For $a_{n}=2n$ and $b_{n}=-n$ there is $\lim _{n\to \infty }a_{n}+b_{n}=\lim _{n\to \infty }n=\infty$ .

We therefore exclude the case $\lim _{n\to \infty }b_{n}=-\infty$ and consider all other cases:

Case 1: $\lim _{n\to \infty }b_{n}=\infty$ . We expect $\lim _{n\to \infty }a_{n}+b_{n}=\infty$ Mathematically, we need to prove: $\forall S\in \mathbb {R} \ \exists n\in \mathbb {N} \ \forall n\geq N:a_{n}+b_{n}\geq S$ Let $S\in \mathbb {R}$ be given. Since $\lim _{n\to \infty }a_{n}=\infty$ there is an $N_{1}\in \mathbb {N}$ with $a_{n}\geq {\tfrac {S}{2}}$ for all $n\geq N_{1}$ . Analogously, since $\lim _{n\to \infty }b_{n}=\infty$ there is an $N_{2}\in \mathbb {N}$ with $b_{n}\geq {\tfrac {S}{2}}$ for all $n\geq N_{2}$ . Hence, for all $n\geq N=\max\{N_{1},N_{2}\}$ we have

$a_{n}+b_{n}\geq {\tfrac {S}{2}}+{\tfrac {S}{2}}=S$

And indeed $\lim _{n\to \infty }a_{n}+b_{n}=\infty$ .

Case 2: $\lim _{n\to \infty }b_{n}=b\in \mathbb {R}$ . We also expect $\lim _{n\to \infty }a_{n}+b_{n}=\infty$ . Mathematically, we need to prove: $\forall S\in \mathbb {R} \ \exists N\in \mathbb {N} \ \forall n\geq N:a_{n}+b_{n}\geq S$ Let $S\in \mathbb {R}$ be given.

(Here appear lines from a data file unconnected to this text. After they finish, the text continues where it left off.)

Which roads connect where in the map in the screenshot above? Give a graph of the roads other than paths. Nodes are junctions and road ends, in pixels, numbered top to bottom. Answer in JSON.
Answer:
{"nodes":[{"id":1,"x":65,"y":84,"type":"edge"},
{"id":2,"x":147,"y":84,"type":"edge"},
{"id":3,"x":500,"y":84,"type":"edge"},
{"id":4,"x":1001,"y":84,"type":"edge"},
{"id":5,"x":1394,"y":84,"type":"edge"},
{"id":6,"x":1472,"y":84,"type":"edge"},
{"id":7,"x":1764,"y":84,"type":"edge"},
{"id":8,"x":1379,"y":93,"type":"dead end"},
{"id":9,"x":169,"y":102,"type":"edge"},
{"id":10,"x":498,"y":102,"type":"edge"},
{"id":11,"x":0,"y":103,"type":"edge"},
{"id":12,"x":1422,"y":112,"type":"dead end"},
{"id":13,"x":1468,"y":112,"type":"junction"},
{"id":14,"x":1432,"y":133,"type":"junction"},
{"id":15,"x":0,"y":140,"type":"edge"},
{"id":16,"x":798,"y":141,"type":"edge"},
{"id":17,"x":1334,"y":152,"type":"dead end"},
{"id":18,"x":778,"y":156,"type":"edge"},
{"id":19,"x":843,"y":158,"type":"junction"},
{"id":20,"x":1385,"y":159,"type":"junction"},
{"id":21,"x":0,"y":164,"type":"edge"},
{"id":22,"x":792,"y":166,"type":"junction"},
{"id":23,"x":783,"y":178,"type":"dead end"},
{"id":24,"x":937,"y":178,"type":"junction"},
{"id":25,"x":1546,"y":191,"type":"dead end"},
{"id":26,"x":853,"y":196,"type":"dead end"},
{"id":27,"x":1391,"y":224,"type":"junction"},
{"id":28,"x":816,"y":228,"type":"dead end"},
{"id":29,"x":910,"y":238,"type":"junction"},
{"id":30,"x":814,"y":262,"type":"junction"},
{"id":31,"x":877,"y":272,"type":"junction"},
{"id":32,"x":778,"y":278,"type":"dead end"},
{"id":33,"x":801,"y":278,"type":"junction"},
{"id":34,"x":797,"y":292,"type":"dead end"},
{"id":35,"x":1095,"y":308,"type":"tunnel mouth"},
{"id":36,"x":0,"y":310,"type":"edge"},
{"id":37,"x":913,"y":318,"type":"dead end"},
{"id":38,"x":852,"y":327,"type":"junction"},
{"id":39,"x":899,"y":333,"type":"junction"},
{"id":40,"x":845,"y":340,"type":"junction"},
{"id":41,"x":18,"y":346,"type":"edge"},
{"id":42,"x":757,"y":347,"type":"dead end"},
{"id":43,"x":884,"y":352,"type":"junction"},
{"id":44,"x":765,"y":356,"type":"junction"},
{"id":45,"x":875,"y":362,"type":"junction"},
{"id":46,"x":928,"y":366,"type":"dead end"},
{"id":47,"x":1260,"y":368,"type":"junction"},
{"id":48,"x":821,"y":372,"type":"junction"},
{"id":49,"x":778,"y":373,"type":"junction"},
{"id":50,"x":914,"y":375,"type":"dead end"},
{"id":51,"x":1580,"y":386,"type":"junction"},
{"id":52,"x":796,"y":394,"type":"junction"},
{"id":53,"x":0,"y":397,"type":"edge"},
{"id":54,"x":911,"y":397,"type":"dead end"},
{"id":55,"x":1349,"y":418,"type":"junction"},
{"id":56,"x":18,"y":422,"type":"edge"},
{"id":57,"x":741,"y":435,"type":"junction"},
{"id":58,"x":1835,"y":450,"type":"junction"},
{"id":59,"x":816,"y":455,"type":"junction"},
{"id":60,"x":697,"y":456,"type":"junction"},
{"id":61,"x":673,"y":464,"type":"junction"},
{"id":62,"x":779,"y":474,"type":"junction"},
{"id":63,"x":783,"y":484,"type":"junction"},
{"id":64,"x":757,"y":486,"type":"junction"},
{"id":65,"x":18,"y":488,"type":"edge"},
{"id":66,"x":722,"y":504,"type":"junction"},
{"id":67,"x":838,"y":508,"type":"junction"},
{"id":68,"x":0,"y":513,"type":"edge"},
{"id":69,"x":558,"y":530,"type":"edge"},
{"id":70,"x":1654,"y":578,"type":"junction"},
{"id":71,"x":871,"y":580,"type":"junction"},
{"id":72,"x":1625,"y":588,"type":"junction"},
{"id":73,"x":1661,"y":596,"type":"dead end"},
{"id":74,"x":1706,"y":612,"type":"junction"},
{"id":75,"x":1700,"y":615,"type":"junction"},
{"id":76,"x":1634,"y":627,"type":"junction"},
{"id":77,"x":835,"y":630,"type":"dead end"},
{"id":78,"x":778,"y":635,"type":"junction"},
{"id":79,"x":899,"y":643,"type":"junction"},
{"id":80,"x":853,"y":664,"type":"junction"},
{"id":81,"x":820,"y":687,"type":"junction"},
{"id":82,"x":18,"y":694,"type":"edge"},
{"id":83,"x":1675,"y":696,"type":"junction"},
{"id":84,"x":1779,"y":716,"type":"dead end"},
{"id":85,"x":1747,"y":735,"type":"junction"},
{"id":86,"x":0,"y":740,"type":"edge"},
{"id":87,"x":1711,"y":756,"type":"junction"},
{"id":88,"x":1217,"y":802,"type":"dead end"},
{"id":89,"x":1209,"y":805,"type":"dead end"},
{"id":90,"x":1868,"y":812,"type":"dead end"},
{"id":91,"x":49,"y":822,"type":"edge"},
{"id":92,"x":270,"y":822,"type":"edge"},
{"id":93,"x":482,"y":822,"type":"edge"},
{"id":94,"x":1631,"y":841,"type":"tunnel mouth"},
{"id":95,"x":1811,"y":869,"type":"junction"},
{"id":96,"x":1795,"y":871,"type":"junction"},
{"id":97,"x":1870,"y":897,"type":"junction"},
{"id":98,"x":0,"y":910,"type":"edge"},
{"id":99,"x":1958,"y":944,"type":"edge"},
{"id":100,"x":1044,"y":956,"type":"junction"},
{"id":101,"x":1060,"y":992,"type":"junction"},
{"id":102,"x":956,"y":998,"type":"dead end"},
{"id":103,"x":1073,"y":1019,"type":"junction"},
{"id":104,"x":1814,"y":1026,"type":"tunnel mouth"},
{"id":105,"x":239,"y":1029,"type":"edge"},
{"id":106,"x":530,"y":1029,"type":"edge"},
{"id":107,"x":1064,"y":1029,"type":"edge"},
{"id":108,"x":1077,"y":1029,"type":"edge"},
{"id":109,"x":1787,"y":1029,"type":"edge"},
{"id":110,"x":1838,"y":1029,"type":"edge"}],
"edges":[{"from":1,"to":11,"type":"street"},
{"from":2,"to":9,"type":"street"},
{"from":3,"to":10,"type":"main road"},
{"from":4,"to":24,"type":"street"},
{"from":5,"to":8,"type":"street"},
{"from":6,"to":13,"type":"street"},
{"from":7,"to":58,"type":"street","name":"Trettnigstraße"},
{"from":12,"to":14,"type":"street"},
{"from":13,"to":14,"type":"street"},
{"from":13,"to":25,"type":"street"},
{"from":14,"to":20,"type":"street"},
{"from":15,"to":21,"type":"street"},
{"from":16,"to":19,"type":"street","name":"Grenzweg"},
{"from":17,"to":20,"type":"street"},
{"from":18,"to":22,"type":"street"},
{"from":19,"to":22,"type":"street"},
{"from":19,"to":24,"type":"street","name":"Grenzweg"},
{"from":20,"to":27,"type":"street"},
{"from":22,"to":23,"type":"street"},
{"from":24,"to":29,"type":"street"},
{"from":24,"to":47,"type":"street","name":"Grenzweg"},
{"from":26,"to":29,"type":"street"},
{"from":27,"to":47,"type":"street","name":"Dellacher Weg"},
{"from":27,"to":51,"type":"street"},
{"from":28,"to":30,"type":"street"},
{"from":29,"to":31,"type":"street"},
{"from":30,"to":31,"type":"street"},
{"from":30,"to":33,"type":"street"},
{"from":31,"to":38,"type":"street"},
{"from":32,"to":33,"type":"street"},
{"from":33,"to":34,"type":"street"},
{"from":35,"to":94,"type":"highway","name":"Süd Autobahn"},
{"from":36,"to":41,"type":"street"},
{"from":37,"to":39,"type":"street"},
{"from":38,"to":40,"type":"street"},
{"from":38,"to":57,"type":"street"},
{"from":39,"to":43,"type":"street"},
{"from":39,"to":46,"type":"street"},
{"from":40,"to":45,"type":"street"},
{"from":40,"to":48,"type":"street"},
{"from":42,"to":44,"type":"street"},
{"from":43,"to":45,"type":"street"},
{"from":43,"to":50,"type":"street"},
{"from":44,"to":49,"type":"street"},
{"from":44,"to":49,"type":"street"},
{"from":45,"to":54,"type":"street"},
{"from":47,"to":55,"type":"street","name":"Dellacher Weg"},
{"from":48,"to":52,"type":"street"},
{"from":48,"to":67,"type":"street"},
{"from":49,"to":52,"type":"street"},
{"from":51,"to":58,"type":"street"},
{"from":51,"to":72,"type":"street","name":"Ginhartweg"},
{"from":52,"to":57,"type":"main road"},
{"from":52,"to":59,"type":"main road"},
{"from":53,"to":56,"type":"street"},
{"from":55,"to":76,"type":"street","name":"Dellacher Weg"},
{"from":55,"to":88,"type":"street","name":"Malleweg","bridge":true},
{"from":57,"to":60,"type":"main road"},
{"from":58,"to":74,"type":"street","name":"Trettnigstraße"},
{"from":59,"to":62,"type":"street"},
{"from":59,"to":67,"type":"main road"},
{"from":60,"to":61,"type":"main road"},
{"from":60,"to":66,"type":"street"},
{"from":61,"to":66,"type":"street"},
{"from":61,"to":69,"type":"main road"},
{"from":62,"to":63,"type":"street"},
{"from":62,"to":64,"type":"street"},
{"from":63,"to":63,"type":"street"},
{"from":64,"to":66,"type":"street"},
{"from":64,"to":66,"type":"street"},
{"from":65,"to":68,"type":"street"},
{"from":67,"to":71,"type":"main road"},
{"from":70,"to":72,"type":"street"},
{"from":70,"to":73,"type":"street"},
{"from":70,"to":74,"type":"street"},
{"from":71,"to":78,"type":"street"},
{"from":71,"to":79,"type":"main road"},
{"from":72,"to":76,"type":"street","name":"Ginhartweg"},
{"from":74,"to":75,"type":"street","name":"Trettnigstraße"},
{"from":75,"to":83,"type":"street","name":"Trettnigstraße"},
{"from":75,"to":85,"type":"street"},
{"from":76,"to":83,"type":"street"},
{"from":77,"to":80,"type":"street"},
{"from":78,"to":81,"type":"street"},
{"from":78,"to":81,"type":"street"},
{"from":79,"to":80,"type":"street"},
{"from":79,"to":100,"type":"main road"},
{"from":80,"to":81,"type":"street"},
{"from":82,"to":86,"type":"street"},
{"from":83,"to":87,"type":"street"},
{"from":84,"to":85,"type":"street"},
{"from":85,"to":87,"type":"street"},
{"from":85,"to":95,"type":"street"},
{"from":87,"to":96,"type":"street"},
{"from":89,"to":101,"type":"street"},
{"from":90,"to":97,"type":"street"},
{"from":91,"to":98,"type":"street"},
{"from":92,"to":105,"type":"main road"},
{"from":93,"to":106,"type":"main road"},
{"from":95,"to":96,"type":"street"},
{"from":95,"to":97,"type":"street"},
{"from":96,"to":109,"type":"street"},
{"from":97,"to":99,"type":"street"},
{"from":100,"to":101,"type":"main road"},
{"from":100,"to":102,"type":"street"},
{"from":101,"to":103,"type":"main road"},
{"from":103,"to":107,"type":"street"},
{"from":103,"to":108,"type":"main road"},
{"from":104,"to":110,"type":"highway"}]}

Since $\lim _{n\to \infty }b_{n}=b$ for each $\epsilon >0$ we can find an $N_{2}\in \mathbb {N}$ with $|b_{n}-b|<\epsilon$ for all $n\geq N_{2}$ . This includes the case $\epsilon =1$ . Hence, $b_{n}>b-1$ for all $n\geq N_{2}$ . Since $\lim _{n\to \infty }a_{n}=\infty$ there is also an $N_{1}\in \mathbb {N}$ with $a_{n}\geq S-b+1$ for all $n\geq N_{1}$ . Hence, for any $n\geq N=\max\{N_{1},N_{2}\}$ we have

$a_{n}+b_{n}\geq (S-b+1)+b-1=S$

And we get the desired result $\lim _{n\to \infty }a_{n}+b_{n}=\infty$ .

Both cases can be concluded in a theorem:

Theorem (Sum rule for improperly convergent sequences)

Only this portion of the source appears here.